Burada da diyor ki, Trendyol küçük rakiplerini yutarak büyüdü. Onun gibi bir dünya devi olan Amerikan Amazon şirketi de piyasaya girdi. Şimdilik önemli bir pazar payı yok ama ilerde geri kalan şirketleri de o yutabilir. Şu aşamada Trendyol tek başına hakim durumda. Önümüzdeki yıllarda belki bu iki dünya devi birlikte hakim duruma geçip, Türkiye pazarında birlikte, diledikleri gibi at koşturacaklar.
Soruşturma önerilmemesi mi transfer sürecini başlattı?

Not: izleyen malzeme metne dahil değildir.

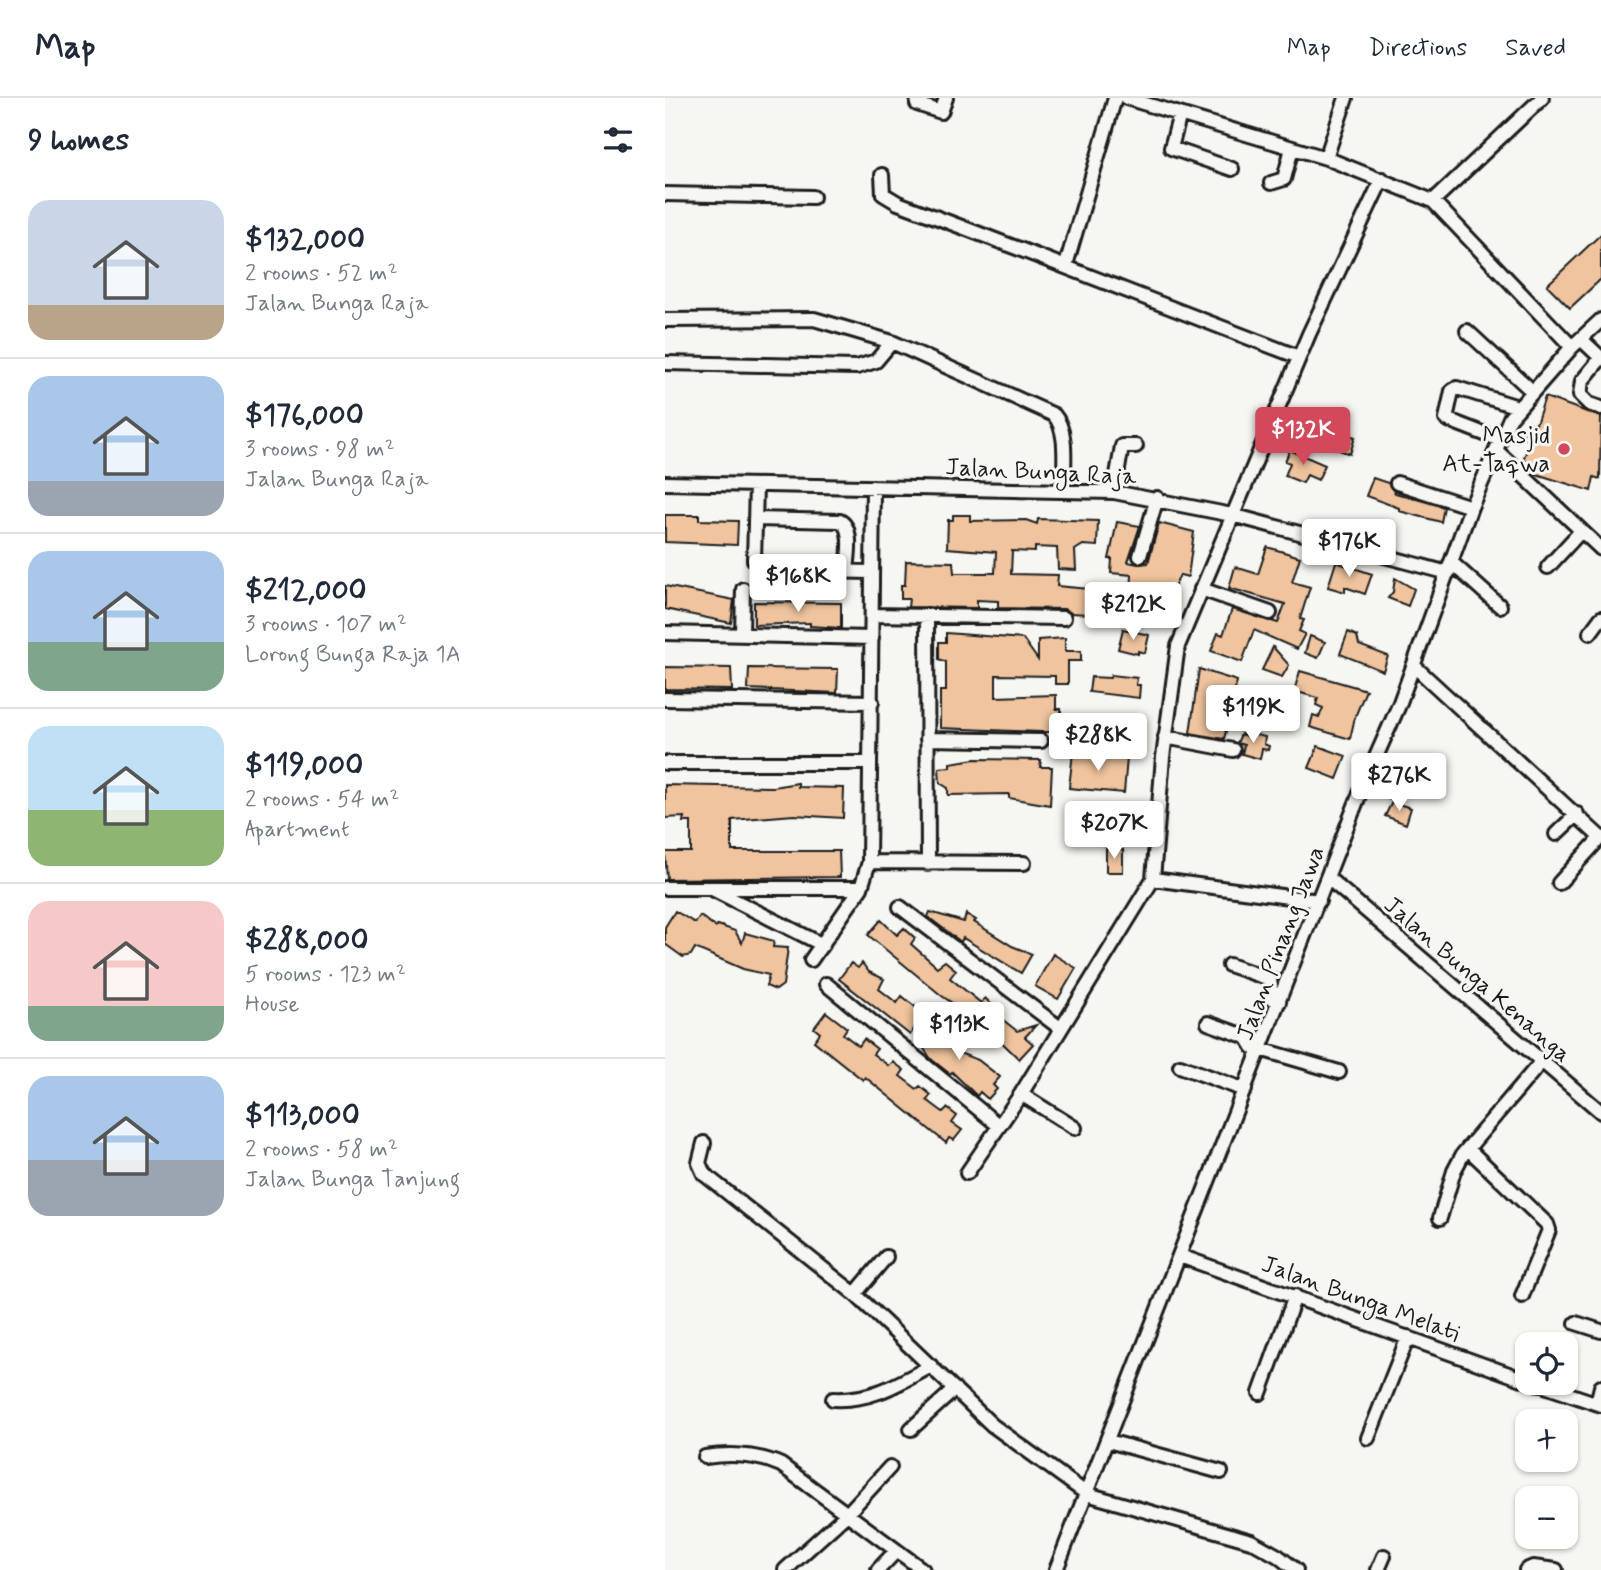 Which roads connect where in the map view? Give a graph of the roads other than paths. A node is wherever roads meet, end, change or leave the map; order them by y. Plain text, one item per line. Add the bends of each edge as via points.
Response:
1 (946, 98) edge
2 (1115, 98) edge
3 (1126, 98) edge
4 (1346, 98) edge
5 (1542, 98) edge
6 (1161, 103) edge
7 (917, 104) dead end
8 (1180, 114) junction
9 (1292, 148) junction
10 (1326, 158) junction
11 (1233, 169) dead end
12 (882, 175) dead end
13 (1382, 179) junction
14 (1271, 183) dead end
15 (665, 194) edge
16 (813, 197) dead end
17 (1433, 201) junction
18 (1066, 265) junction
19 (665, 320) edge
20 (1601, 320) edge
21 (1467, 331) dead end
22 (892, 342) junction
23 (1577, 343) junction
24 (1299, 357) junction
25 (1601, 358) edge
26 (665, 363) edge
27 (1532, 391) junction
28 (1518, 407) junction
29 (1601, 408) edge
30 (1498, 445) junction
31 (1136, 446) dead end
32 (1397, 482) dead end
33 (665, 483) edge
34 (756, 486) junction
35 (873, 487) junction
36 (1064, 489) junction
37 (1114, 492) junction
38 (1157, 498) junction
39 (1471, 507) junction
40 (1232, 515) junction
41 (755, 519) junction
42 (1581, 531) junction
43 (1601, 549) edge
44 (1140, 556) dead end
45 (1548, 567) dead end
46 (1450, 568) junction
47 (848, 571) junction
48 (872, 572) junction
49 (743, 589) dead end
50 (1201, 589) junction
51 (1500, 606) dead end
52 (1270, 614) dead end
53 (872, 615) junction
54 (927, 615) junction
55 (1064, 618) dead end
56 (1601, 618) edge
57 (665, 633) edge
58 (1590, 633) dead end
59 (742, 634) junction
60 (872, 638) junction
61 (1414, 666) junction
62 (665, 699) edge
63 (872, 702) junction
64 (1165, 737) junction
65 (927, 739) junction
66 (1041, 741) dead end
67 (1233, 750) dead end
68 (665, 763) edge
69 (870, 763) junction
70 (1365, 782) junction
71 (1393, 792) dead end
72 (1577, 814) junction
73 (1556, 834) dead end
74 (1601, 838) edge
75 (869, 862) junction
76 (1024, 863) dead end
77 (927, 864) junction
78 (1328, 878) junction
79 (1153, 879) junction
80 (1559, 883) dead end
81 (665, 888) edge
82 (861, 888) junction
83 (710, 889) junction
84 (1319, 901) junction
85 (899, 907) dead end
86 (823, 944) junction
87 (811, 960) dead end
88 (1229, 965) dead end
89 (826, 984) dead end
90 (1279, 1003) junction
91 (1208, 1023) dead end
92 (1060, 1028) junction
93 (1262, 1049) junction
94 (1541, 1062) junction
95 (1180, 1066) dead end
96 (1339, 1072) dead end
97 (1245, 1090) junction
98 (1021, 1094) junction
99 (1601, 1112) edge
100 (997, 1125) junction
101 (1075, 1128) dead end
102 (703, 1143) dead end
103 (1468, 1149) junction
104 (967, 1173) dead end
105 (1440, 1218) dead end
106 (1180, 1256) junction
107 (886, 1257) dead end
108 (855, 1294) junction
109 (1295, 1296) junction
110 (1522, 1296) dead end
111 (1576, 1323) dead end
112 (1601, 1331) edge
113 (1408, 1337) junction
114 (931, 1366) junction
115 (1515, 1376) edge
116 (1601, 1387) edge
117 (955, 1389) junction
118 (1260, 1392) dead end
119 (1572, 1395) edge
120 (833, 1399) dead end
121 (1599, 1404) edge
122 (911, 1429) dead end
123 (1368, 1438) dead end
124 (1108, 1441) junction
125 (705, 1457) dead end
126 (890, 1467) dead end
127 (1221, 1472) dead end
128 (1087, 1494) junction
129 (847, 1514) junction
130 (897, 1551) junction
131 (1384, 1556) dead end
132 (785, 1570) edge
133 (878, 1570) edge
134 (923, 1570) edge
135 (1056, 1570) edge
136 (1296, 1570) edge
137 (1378, 1570) edge
138 (1526, 1570) edge
139 (1556, 1570) edge

1 - 7 street via 941,112
2 - 18 street
3 - 6 street
4 - 10 street
5 - 17 street
6 - 8 street
8 - 9 street
8 - 11 street via 1171,148
9 - 10 street
9 - 14 street via 1284,179
10 - 13 street
12 - 18 street via 883,194 898,203
13 - 17 street
13 - 24 street
15 - 16 street
17 - 23 street
18 - 24 street
19 - 22 street via 814,319
20 - 23 street, Jalan Pinang Jawa
21 - 27 street
22 - 26 street via 876,361 857,367
22 - 36 street via 1054,415 1062,434
23 - 25 street
23 - 27 street, Jalan Pinang Jawa
24 - 40 street
25 - 29 street via 1582,381 1580,395
27 - 28 street, Jalan Pinang Jawa
28 - 30 street, Jalan Pinang Jawa
28 - 30 street via 1457,388 1452,391 1446,419
30 - 39 street, Jalan Pinang Jawa
30 - 42 street
31 - 37 street via 1122,446
32 - 39 street
33 - 34 street, Jalan Bunga Raja
34 - 35 street, Jalan Bunga Raja
34 - 41 street
35 - 36 street, Jalan Bunga Raja
35 - 48 street
36 - 37 street, Jalan Bunga Raja
37 - 38 street, Jalan Bunga Raja
38 - 40 street, Jalan Bunga Raja
38 - 44 street
39 - 46 street, Jalan Pinang Jawa
40 - 46 street, Jalan Bunga Raja
40 - 50 street
41 - 47 street via 840,521 848,530
41 - 47 street via 754,560 764,570
42 - 43 street
42 - 45 street
46 - 51 street
46 - 61 street, Jalan Pinang Jawa
47 - 48 street
48 - 53 street
49 - 59 street
50 - 52 street
50 - 64 street via 1178,646
53 - 54 street
53 - 60 street
54 - 55 street
54 - 65 street
56 - 58 street
57 - 59 street
59 - 60 street
60 - 63 street
61 - 70 street, Jalan Pinang Jawa
61 - 72 street
62 - 63 street
63 - 69 street
64 - 67 street
64 - 79 street
65 - 66 street
65 - 77 street
68 - 69 street
69 - 75 street
70 - 71 street
70 - 78 street, Jalan Pinang Jawa
72 - 73 street
72 - 74 street
74 - 80 street
75 - 77 street
75 - 82 street
76 - 77 street
78 - 84 street, Jalan Pinang Jawa
78 - 94 street, Jalan Bunga Kenanga
79 - 84 street
79 - 92 street
81 - 83 street
82 - 83 street
82 - 86 street
83 - 86 street
84 - 90 street, Jalan Pinang Jawa
85 - 92 street
86 - 87 street
88 - 90 street via 1270,979 1270,993
89 - 100 street
90 - 93 street, Jalan Pinang Jawa
91 - 93 street via 1247,1037 1251,1045
92 - 98 street
93 - 96 street
93 - 97 street, Jalan Pinang Jawa
94 - 99 street, Jalan Bunga Kenanga
94 - 103 street
95 - 97 street
97 - 106 street, Jalan Pinang Jawa
98 - 100 street
98 - 101 street
100 - 104 street
102 - 108 street via 699,1163 704,1174
103 - 105 street via 1454,1171
103 - 110 street via 1548,1224
106 - 109 street, Jalan Bunga Melati
106 - 124 street, Jalan Pinang Jawa
107 - 108 street
108 - 114 street
109 - 113 street, Jalan Bunga Melati
109 - 118 street
111 - 112 street
113 - 115 street, Jalan Bunga Melati
113 - 123 street
114 - 117 street
114 - 120 street via 871,1397
116 - 121 street
117 - 122 street
117 - 128 street via 992,1425
119 - 121 street
124 - 127 street
124 - 128 street, Jalan Pinang Jawa
125 - 129 street via 730,1453 765,1458
126 - 129 street
128 - 135 street, Jalan Pinang Jawa
128 - 136 street via 1251,1541
129 - 130 street
129 - 132 street
130 - 133 street
130 - 134 street
131 - 137 street
138 - 139 street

Bu değerlendirmeleri yapan Rekabet Kurumu. Bu rapora göre, Rekabet Hukuku uyarınca Trendyol hem 4054 sayılı kanunun 4.maddesinde belirtilen "rekabeti engelleyen sınırlayıcı anlaşmalar" hem de 6.maddeyi düzenleyen "hakim durumun kötüye kullanması" yasakları kapsamına giriyor. Bu durumda Rekabet Kurulu'nun hiçbir şikâyete gerek kalmaksızın elindeki bilgi ve belgelerle, üstelik hazırladığı inceleme raporunda tespit ettiği bu bilgiler ışığında 4. ve 6. maddeden Trendyol hakkında re'sen soruşturma açması gerekiyor. Rekabet Kurulu'nun, kurum uzmanlarınca hazırlanan bu rapordaki bulgular ışığında Trendyol hakkında soruşturma açmaması, denetimi yapan Hatice Yavuz'un transferi mi sağladı iddialarını haklı çıkarıyor. Rekabet Kurulu bu tespitler karşısında soruşturma açmadığı takdirde korkarım ki görevini kötüye kullanma iddiasıyla şikâyete maruz kalabilir.

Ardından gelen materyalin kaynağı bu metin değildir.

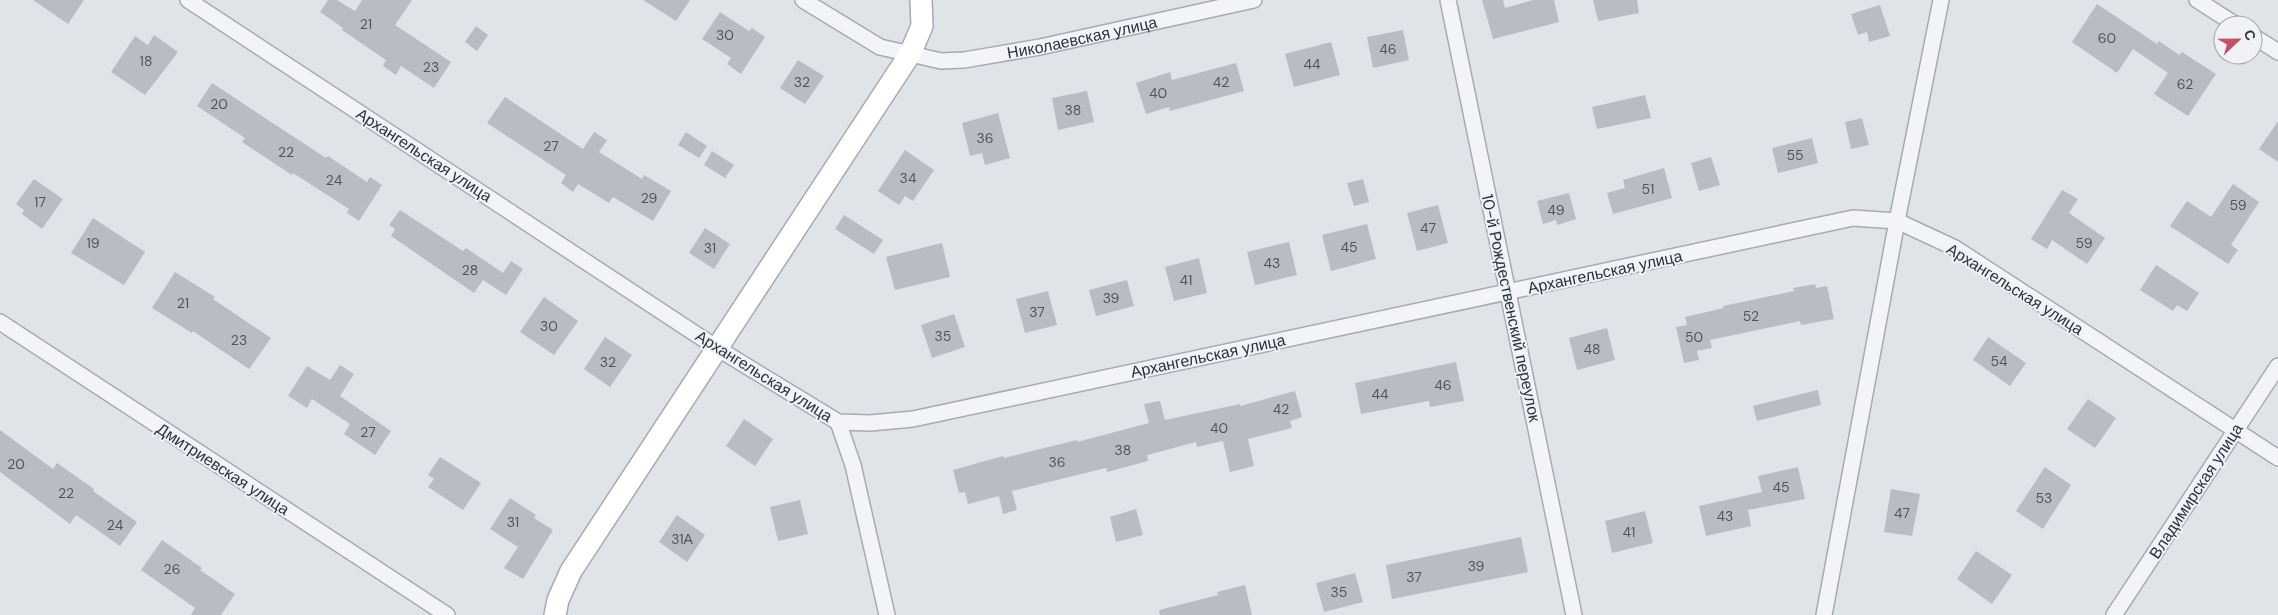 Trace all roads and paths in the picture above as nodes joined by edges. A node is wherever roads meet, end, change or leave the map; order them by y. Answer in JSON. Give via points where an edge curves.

Önümüzdeki günlerde fırsat buldukça raporda yer alan diğer hususları da irdeleyerek okurlarımızla paylaşmaya devam edeceğim.
Trendyol’un Kuşkulu transferi yabancı yatırımcıların da objektifinde
Geçen hafta bu konuya T24 köşesinde geniş olarak yer vermem sonrasında çok olumlu mesajlar aldım. Yine bu yazım üzerine ABD ve İngiltere'de fon işleten, o piyasaların içindeki bazı dostlarımın detaylı bilgi taleplerinden anlıyorum ki, yurt dışındaki yatırımcıların da dikkatini çekmiş bu konu. Aslında buna şaşırmadım, çünkü bu piyasalar ve yatırımcılar rekabete çok önem verirler. Sermayenin, yatırımın sınırı olmadığı bir çağda ve dünyada rekabet hukukunun etkin işlemediği bir piyasaya ne yatırım gelir, ne de o piyasada yatırımcı kalır. Rekabetin olmadığı bir piyasada tüketici kaybeder, üretici kaybeder, yerli/yabancı yatırımcı kaybeder. İnşallah bu gerçeğin farkındadır bizim Rehavet Kurulu. Pardon, Rekabet Kurumu.